The long running science and technology magazine with 58 awards under its belt has just crowned Google Now the software innovation of the year. A well deserved award for software that virtually reads your mind, feeding you the information you need before you need it and without you having to ask for it. It’s borderline creepy, but once you get over the whole “Google knows everything about me,” it’s actually an extremely useful tool to have.
I assume the majority of you know what Google Now is, but for those of you still waiting for it or simply new to Android, let me give you the semi-short version.
Google Now was introduced in Android 4.1 (Jelly Bean) and builds off of Google’s extensive search functionality. While Google had voice actions well before Apple, Apple gave those queries a voice that talked back — you know it as Siri. Google Now takes that personal assistant one step further by recognizing repeated actions that a user performs and intelligently predicting what information that user will need, before they need it. That information is then displayed in an easily readable format called “cards.”

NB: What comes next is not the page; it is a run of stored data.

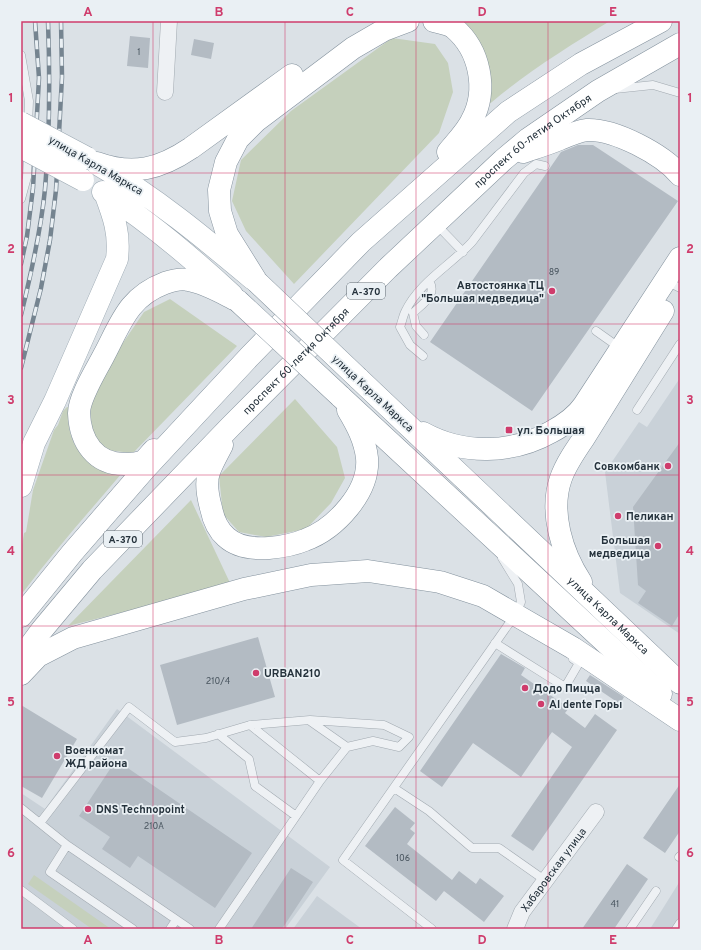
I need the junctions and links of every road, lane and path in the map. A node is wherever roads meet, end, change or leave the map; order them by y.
1 (169, 21) edge
2 (375, 21) edge
3 (408, 21) edge
4 (434, 21) edge
5 (662, 21) edge
6 (680, 44) edge
7 (21, 55) edge
8 (598, 91) junction
9 (166, 92) dead end
10 (680, 93) edge
11 (21, 123) edge
12 (21, 147) edge
13 (503, 160) junction
14 (92, 161) junction
15 (545, 166) dead end
16 (680, 175) edge
17 (104, 193) junction
18 (21, 199) edge
19 (435, 224) junction
20 (361, 242) junction
21 (464, 252) junction
22 (680, 258) edge
23 (429, 281) junction
24 (257, 282) junction
25 (676, 285) edge
26 (238, 301) junction
27 (596, 331) dead end
28 (424, 335) dead end
29 (680, 344) edge
30 (621, 349) junction
31 (423, 356) dead end
32 (250, 357) junction
33 (340, 396) junction
34 (637, 410) dead end
35 (401, 419) junction
36 (231, 426) junction
37 (21, 486) edge
38 (487, 532) junction
39 (600, 607) junction
40 (21, 616) edge
41 (513, 618) junction
42 (542, 640) dead end
43 (495, 643) junction
44 (567, 656) dead end
45 (21, 658) edge
46 (21, 674) edge
47 (680, 683) edge
48 (680, 712) edge
49 (310, 720) junction
50 (680, 720) edge
51 (250, 725) junction
52 (218, 734) junction
53 (347, 747) junction
54 (320, 780) junction
55 (394, 788) junction
56 (21, 808) edge
57 (596, 812) dead end
58 (296, 816) junction
59 (40, 823) junction
60 (67, 845) junction
61 (546, 881) junction
62 (21, 890) edge
63 (656, 891) dead end
64 (176, 920) junction
65 (680, 922) edge
66 (73, 929) edge
67 (133, 929) edge
68 (170, 929) edge
69 (190, 929) edge
70 (219, 929) edge
71 (432, 929) edge
72 (515, 929) edge
73 (630, 929) edge
74 (676, 929) edge

1 - 9 street
2 - 14 main road
3 - 24 main road
4 - 20 main road
5 - 20 main road, А-370
6 - 8 main road, проспект 60-летия Октября / А-370
7 - 18 lane
8 - 10 lane
8 - 13 main road, проспект 60-летия Октября / А-370
11 - 14 main road, улица Карла Маркса, bridge
12 - 17 main road, улица Карла Маркса, bridge
13 - 16 main road
13 - 19 main road, проспект 60-летия Октября / А-370
14 - 24 main road, улица Карла Маркса
15 - 21 lane
17 - 26 main road, улица Карла Маркса
17 - 37 main road
19 - 21 lane
19 - 36 main road, проспект 60-летия Октября / А-370
20 - 32 main road, А-370
21 - 23 lane
22 - 25 main road
23 - 28 lane
23 - 31 lane
24 - 35 main road, улица Карла Маркса, bridge
25 - 30 main road
25 - 39 main road
26 - 32 main road
26 - 33 main road, улица Карла Маркса, bridge
27 - 30 lane
29 - 34 lane
30 - 35 main road
32 - 40 main road, А-370
33 - 36 main road
33 - 38 main road, улица Карла Маркса
35 - 39 main road, улица Карла Маркса
36 - 45 main road, проспект 60-летия Октября / А-370
38 - 41 lane
38 - 48 main road, улица Карла Маркса
39 - 47 main road, улица Карла Маркса
41 - 42 lane
41 - 43 lane
41 - 46 main road
41 - 50 main road
43 - 44 lane
43 - 55 lane
49 - 51 lane
49 - 53 lane
49 - 53 lane
51 - 52 lane
51 - 54 lane
52 - 58 lane
52 - 59 lane
53 - 54 lane
54 - 58 lane
55 - 61 lane
55 - 71 lane
56 - 59 lane
57 - 61 street, Хабаровская улица
58 - 70 lane
59 - 60 lane
60 - 64 lane
60 - 67 lane
61 - 72 street, Хабаровская улица
62 - 66 lane
63 - 73 lane
64 - 68 lane
64 - 69 lane
65 - 74 lane

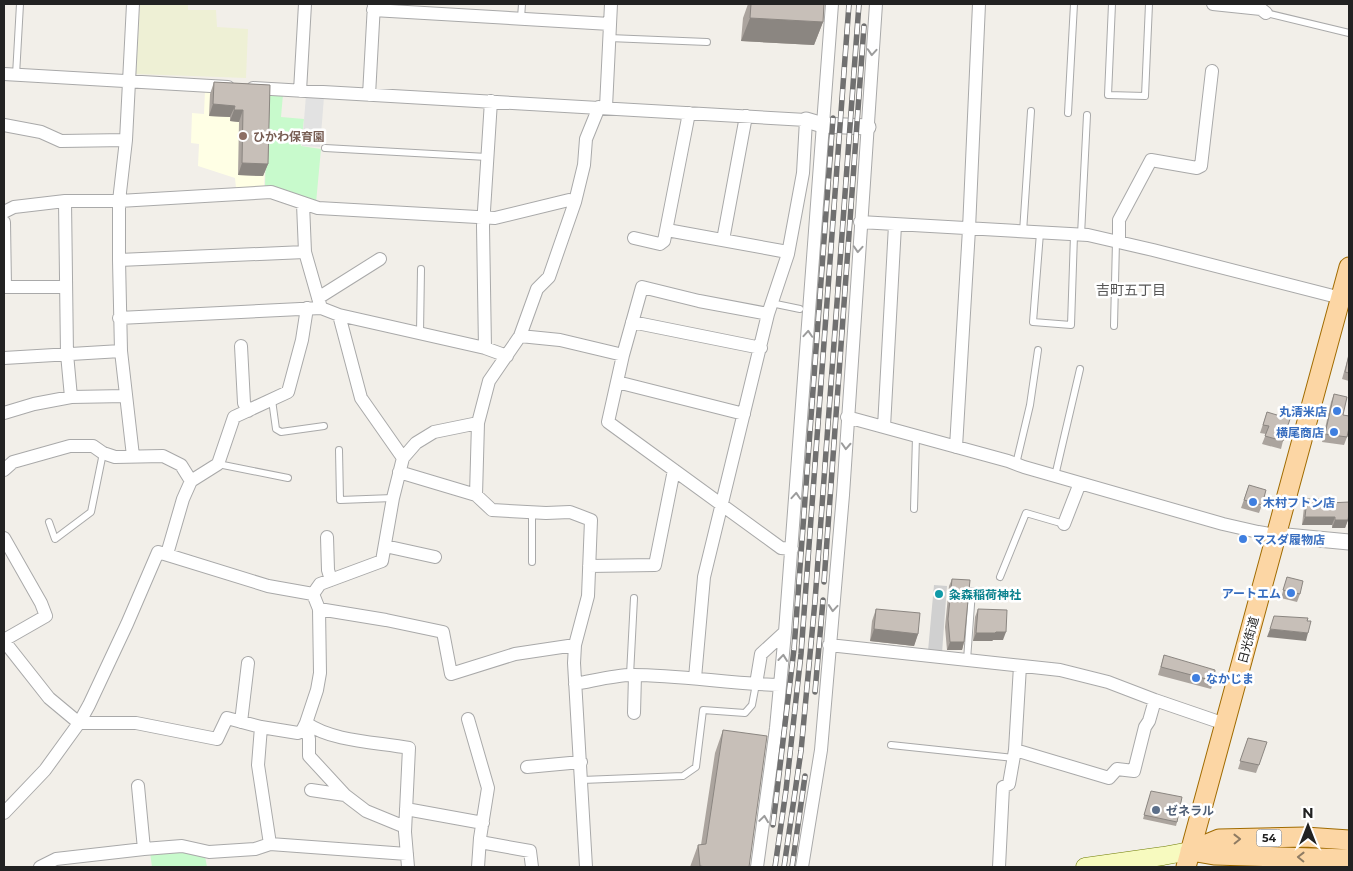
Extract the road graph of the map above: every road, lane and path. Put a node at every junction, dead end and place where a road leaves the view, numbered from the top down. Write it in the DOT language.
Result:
graph roads {
  1 [pos="20,4"];
  2 [pos="133,4"];
  3 [pos="306,4"];
  4 [pos="522,4"];
  5 [pos="611,4"];
  6 [pos="832,4"];
  7 [pos="876,4"];
  8 [pos="979,4"];
  9 [pos="1074,4"];
  10 [pos="1112,4"];
  11 [pos="1149,4"];
  12 [pos="1213,4"];
  13 [pos="373,7"];
  14 [pos="1263,8"];
  15 [pos="521,18"];
  16 [pos="610,24"];
  17 [pos="1349,33"];
  18 [pos="610,38"];
  19 [pos="707,42"];
  20 [pos="1212,71"];
  21 [pos="10,75"];
  22 [pos="130,81"];
  23 [pos="300,91"];
  24 [pos="369,94"];
  25 [pos="491,101"];
  26 [pos="602,107"];
  27 [pos="1031,112"];
  28 [pos="689,113"];
  29 [pos="1068,113"];
  30 [pos="1087,115"];
  31 [pos="746,116"];
  32 [pos="806,120"];
  33 [pos="4,125"];
  34 [pos="823,125"];
  35 [pos="868,127"];
  36 [pos="126,140"];
  37 [pos="325,148"];
  38 [pos="487,157"];
  39 [pos="65,201"];
  40 [pos="119,201"];
  41 [pos="575,202"];
  42 [pos="303,204"];
  43 [pos="4,212"];
  44 [pos="483,217"];
  45 [pos="4,222"];
  46 [pos="860,222"];
  47 [pos="895,224"];
  48 [pos="969,229"];
  49 [pos="666,230"];
  50 [pos="1023,232"];
  51 [pos="1040,234"];
  52 [pos="1078,235"];
  53 [pos="634,238"];
  54 [pos="723,240"];
  55 [pos="1117,241"];
  56 [pos="305,252"];
  57 [pos="788,254"];
  58 [pos="380,259"];
  59 [pos="119,260"];
  60 [pos="1349,267"];
  61 [pos="421,269"];
  62 [pos="4,287"];
  63 [pos="66,287"];
  64 [pos="1341,298"];
  65 [pos="320,303"];
  66 [pos="307,308"];
  67 [pos="770,309"];
  68 [pos="800,309"];
  69 [pos="338,315"];
  70 [pos="119,318"];
  71 [pos="632,322"];
  72 [pos="1114,326"];
  73 [pos="420,332"];
  74 [pos="520,336"];
  75 [pos="241,346"];
  76 [pos="485,348"];
  77 [pos="761,348"];
  78 [pos="1038,350"];
  79 [pos="121,351"];
  80 [pos="67,354"];
  81 [pos="624,355"];
  82 [pos="507,356"];
  83 [pos="4,358"];
  84 [pos="1080,369"];
  85 [pos="617,382"];
  86 [pos="126,396"];
  87 [pos="71,397"];
  88 [pos="272,400"];
  89 [pos="248,410"];
  90 [pos="4,413"];
  91 [pos="744,414"];
  92 [pos="847,417"];
  93 [pos="478,423"];
  94 [pos="324,426"];
  95 [pos="884,428"];
  96 [pos="916,436"];
  97 [pos="956,447"];
  98 [pos="339,450"];
  99 [pos="103,453"];
  100 [pos="133,456"];
  101 [pos="403,458"];
  102 [pos="218,464"];
  103 [pos="1016,464"];
  104 [pos="4,470"];
  105 [pos="674,470"];
  106 [pos="400,472"];
  107 [pos="1055,476"];
  108 [pos="288,478"];
  109 [pos="191,481"];
  110 [pos="1080,483"];
  111 [pos="476,495"];
  112 [pos="394,498"];
  113 [pos="721,505"];
  114 [pos="914,509"];
  115 [pos="532,512"];
  116 [pos="48,522"];
  117 [pos="1064,524"];
  118 [pos="1276,535"];
  119 [pos="327,537"];
  120 [pos="4,538"];
  121 [pos="1349,542"];
  122 [pos="385,546"];
  123 [pos="792,548"];
  124 [pos="167,554"];
  125 [pos="435,557"];
  126 [pos="532,562"];
  127 [pos="589,566"];
  128 [pos="1000,577"];
  129 [pos="330,580"];
  130 [pos="972,591"];
  131 [pos="313,594"];
  132 [pos="634,598"];
  133 [pos="319,609"];
  134 [pos="785,632"];
  135 [pos="4,641"];
  136 [pos="575,645"];
  137 [pos="829,645"];
  138 [pos="967,660"];
  139 [pos="248,663"];
  140 [pos="1020,666"];
  141 [pos="632,675"];
  142 [pos="695,678"];
  143 [pos="575,684"];
  144 [pos="756,684"];
  145 [pos="780,685"];
  146 [pos="1155,700"];
  147 [pos="634,713"];
  148 [pos="468,719"];
  149 [pos="241,722"];
  150 [pos="79,723"];
  151 [pos="306,723"];
  152 [pos="1225,724"];
  153 [pos="261,726"];
  154 [pos="890,745"];
  155 [pos="1014,754"];
  156 [pos="581,762"];
  157 [pos="527,768"];
  158 [pos="582,780"];
  159 [pos="138,786"];
  160 [pos="312,790"];
  161 [pos="345,795"];
  162 [pos="406,809"];
  163 [pos="4,813"];
  164 [pos="483,823"];
  165 [pos="405,827"];
  166 [pos="1349,840"];
  167 [pos="480,842"];
  168 [pos="270,844"];
  169 [pos="144,849"];
  170 [pos="407,854"];
  171 [pos="1349,858"];
  172 [pos="1188,859"];
  173 [pos="40,867"];
  174 [pos="408,867"];
  175 [pos="478,867"];
  176 [pos="532,867"];
  177 [pos="586,867"];
  178 [pos="756,867"];
  179 [pos="802,867"];
  180 [pos="999,867"];
  181 [pos="1085,867"];
  1 -- 21 [label="lane"];
  2 -- 22 [label="street"];
  3 -- 23 [label="street"];
  4 -- 15 [label="lane"];
  5 -- 16 [label="street"];
  6 -- 34 [label="street"];
  7 -- 35 [label="street, one-way"];
  8 -- 48 [label="street"];
  9 -- 29 [label="lane"];
  10 -- 11 [label="lane"];
  12 -- 14 [label="street"];
  13 -- 15 [label="street"];
  13 -- 24 [label="street"];
  14 -- 17 [label="lane"];
  15 -- 16 [label="street"];
  16 -- 18 [label="street"];
  18 -- 19 [label="lane"];
  18 -- 26 [label="street"];
  20 -- 55 [label="street"];
  21 -- 22 [label="street"];
  22 -- 23 [label="street"];
  22 -- 36 [label="street"];
  23 -- 24 [label="street"];
  24 -- 25 [label="street"];
  25 -- 26 [label="street"];
  25 -- 38 [label="street"];
  26 -- 28 [label="street"];
  26 -- 41 [label="street"];
  27 -- 50 [label="lane"];
  28 -- 31 [label="street"];
  28 -- 49 [label="street"];
  30 -- 52 [label="lane"];
  31 -- 32 [label="street"];
  31 -- 54 [label="street"];
  32 -- 34 [label="street"];
  32 -- 57 [label="street"];
  33 -- 36 [label="street"];
  34 -- 35 [label="street"];
  123 -- 34 [label="street, one-way"];
  35 -- 46 [label="street"];
  36 -- 40 [label="street"];
  37 -- 38 [label="lane"];
  38 -- 44 [label="street"];
  39 -- 40 [label="street"];
  39 -- 43 [label="street"];
  39 -- 63 [label="street"];
  40 -- 42 [label="street"];
  40 -- 59 [label="street"];
  41 -- 44 [label="street"];
  41 -- 74 [label="street"];
  42 -- 44 [label="street"];
  42 -- 56 [label="street"];
  44 -- 76 [label="street"];
  45 -- 62 [label="street"];
  46 -- 47 [label="street"];
  46 -- 92 [label="street, one-way"];
  47 -- 48 [label="street"];
  47 -- 95 [label="street"];
  48 -- 50 [label="street"];
  48 -- 97 [label="street"];
  49 -- 53 [label="street"];
  49 -- 54 [label="street"];
  50 -- 51 [label="street"];
  51 -- 52 [label="street"];
  51 -- 52 [label="lane"];
  52 -- 55 [label="street"];
  54 -- 57 [label="street"];
  55 -- 64 [label="street"];
  55 -- 72 [label="lane"];
  56 -- 59 [label="street"];
  56 -- 65 [label="street"];
  57 -- 67 [label="street"];
  58 -- 65 [label="street"];
  59 -- 70 [label="street"];
  60 -- 64 [label="main road, 日光街道"];
  61 -- 73 [label="lane"];
  62 -- 63 [label="street"];
  63 -- 80 [label="street"];
  64 -- 118 [label="main road, 日光街道"];
  65 -- 66 [label="street"];
  65 -- 69 [label="street"];
  66 -- 70 [label="street"];
  66 -- 88 [label="street"];
  67 -- 68 [label="lane"];
  67 -- 71 [label="street"];
  67 -- 77 [label="street"];
  69 -- 73 [label="street"];
  69 -- 101 [label="street"];
  70 -- 79 [label="street"];
  71 -- 77 [label="street"];
  71 -- 81 [label="street"];
  73 -- 76 [label="street"];
  74 -- 81 [label="street"];
  74 -- 82 [label="street"];
  75 -- 89 [label="street"];
  76 -- 82 [label="street"];
  77 -- 91 [label="street"];
  78 -- 103 [label="lane"];
  79 -- 80 [label="street"];
  79 -- 86 [label="street"];
  80 -- 83 [label="street"];
  80 -- 87 [label="street"];
  81 -- 85 [label="street"];
  82 -- 93 [label="street"];
  84 -- 107 [label="lane"];
  85 -- 91 [label="street"];
  85 -- 105 [label="street"];
  86 -- 87 [label="street"];
  86 -- 100 [label="street"];
  87 -- 90 [label="street"];
  88 -- 89 [label="street"];
  88 -- 94 [label="lane"];
  89 -- 102 [label="street"];
  91 -- 113 [label="street"];
  92 -- 95 [label="street"];
  92 -- 137 [label="street, one-way"];
  93 -- 101 [label="street"];
  93 -- 111 [label="street"];
  95 -- 96 [label="street"];
  96 -- 97 [label="street"];
  96 -- 114 [label="lane"];
  97 -- 103 [label="street"];
  98 -- 112 [label="lane"];
  99 -- 100 [label="street"];
  99 -- 104 [label="street"];
  99 -- 116 [label="lane"];
  100 -- 109 [label="street"];
  101 -- 106 [label="street"];
  102 -- 108 [label="lane"];
  102 -- 109 [label="street"];
  103 -- 107 [label="street"];
  105 -- 113 [label="street"];
  105 -- 127 [label="street"];
  106 -- 111 [label="street"];
  106 -- 112 [label="street"];
  107 -- 110 [label="street"];
  109 -- 124 [label="street"];
  110 -- 117 [label="street"];
  110 -- 118 [label="street"];
  111 -- 115 [label="street"];
  112 -- 122 [label="street"];
  113 -- 123 [label="street"];
  113 -- 142 [label="street"];
  115 -- 126 [label="lane"];
  115 -- 127 [label="street"];
  117 -- 128 [label="lane"];
  118 -- 121 [label="street"];
  118 -- 152 [label="main road, 日光街道"];
  119 -- 129 [label="street"];
  120 -- 135 [label="street"];
  122 -- 125 [label="street"];
  122 -- 129 [label="street"];
  123 -- 134 [label="street"];
  124 -- 131 [label="street"];
  124 -- 150 [label="street"];
  127 -- 136 [label="street"];
  129 -- 131 [label="street"];
  130 -- 138 [label="lane"];
  131 -- 133 [label="street"];
  132 -- 141 [label="lane"];
  133 -- 136 [label="street"];
  133 -- 151 [label="street"];
  134 -- 144 [label="street"];
  145 -- 134 [label="street, one-way"];
  135 -- 150 [label="street"];
  136 -- 143 [label="street"];
  137 -- 138 [label="street"];
  137 -- 179 [label="street"];
  138 -- 140 [label="street"];
  139 -- 149 [label="street"];
  140 -- 146 [label="street"];
  140 -- 155 [label="street"];
  141 -- 142 [label="street"];
  141 -- 143 [label="street"];
  141 -- 147 [label="street"];
  142 -- 144 [label="street"];
  143 -- 156 [label="street"];
  144 -- 145 [label="street"];
  144 -- 158 [label="lane"];
  178 -- 145 [label="street, one-way"];
  146 -- 152 [label="street"];
  146 -- 155 [label="street"];
  148 -- 164 [label="street"];
  149 -- 150 [label="street"];
  149 -- 153 [label="street"];
  150 -- 163 [label="street"];
  151 -- 153 [label="street"];
  151 -- 161 [label="street"];
  151 -- 162 [label="street"];
  152 -- 172 [label="main road, 日光街道"];
  153 -- 168 [label="street"];
  154 -- 155 [label="lane"];
  155 -- 180 [label="street"];
  156 -- 157 [label="street"];
  156 -- 158 [label="street"];
  158 -- 177 [label="street"];
  159 -- 169 [label="street"];
  160 -- 161 [label="street"];
  161 -- 165 [label="street"];
  162 -- 164 [label="street"];
  162 -- 165 [label="street"];
  164 -- 167 [label="street"];
  165 -- 170 [label="street"];
  172 -- 166 [label="main road, 54, one-way"];
  167 -- 175 [label="street"];
  167 -- 176 [label="street"];
  168 -- 169 [label="street"];
  168 -- 170 [label="street"];
  169 -- 173 [label="street"];
  170 -- 174 [label="street"];
  171 -- 172 [label="main road, 54, one-way"];
  172 -- 181 [label="main road"];
}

Example: You drive the same route everyday to work. Google recognizes this thanks to the GPS, Maps, and Navigation information you’ve shared with them (if you’ve chosen to). Using this information, Google Now will automatically display traffic information, estimated time of arrival, etc. for that route, before you ever even ask for it. Just take a look at your card and there it is!
Another example would be if you’re a sports fan and often checking stats, games, etc. of your favorite teams. Google Now will recognize when a game is being played and automatically keep you up-to-date on the status, score, etc. No need to search for the score, or what time the game is on; it’s all there as soon as you open your phone.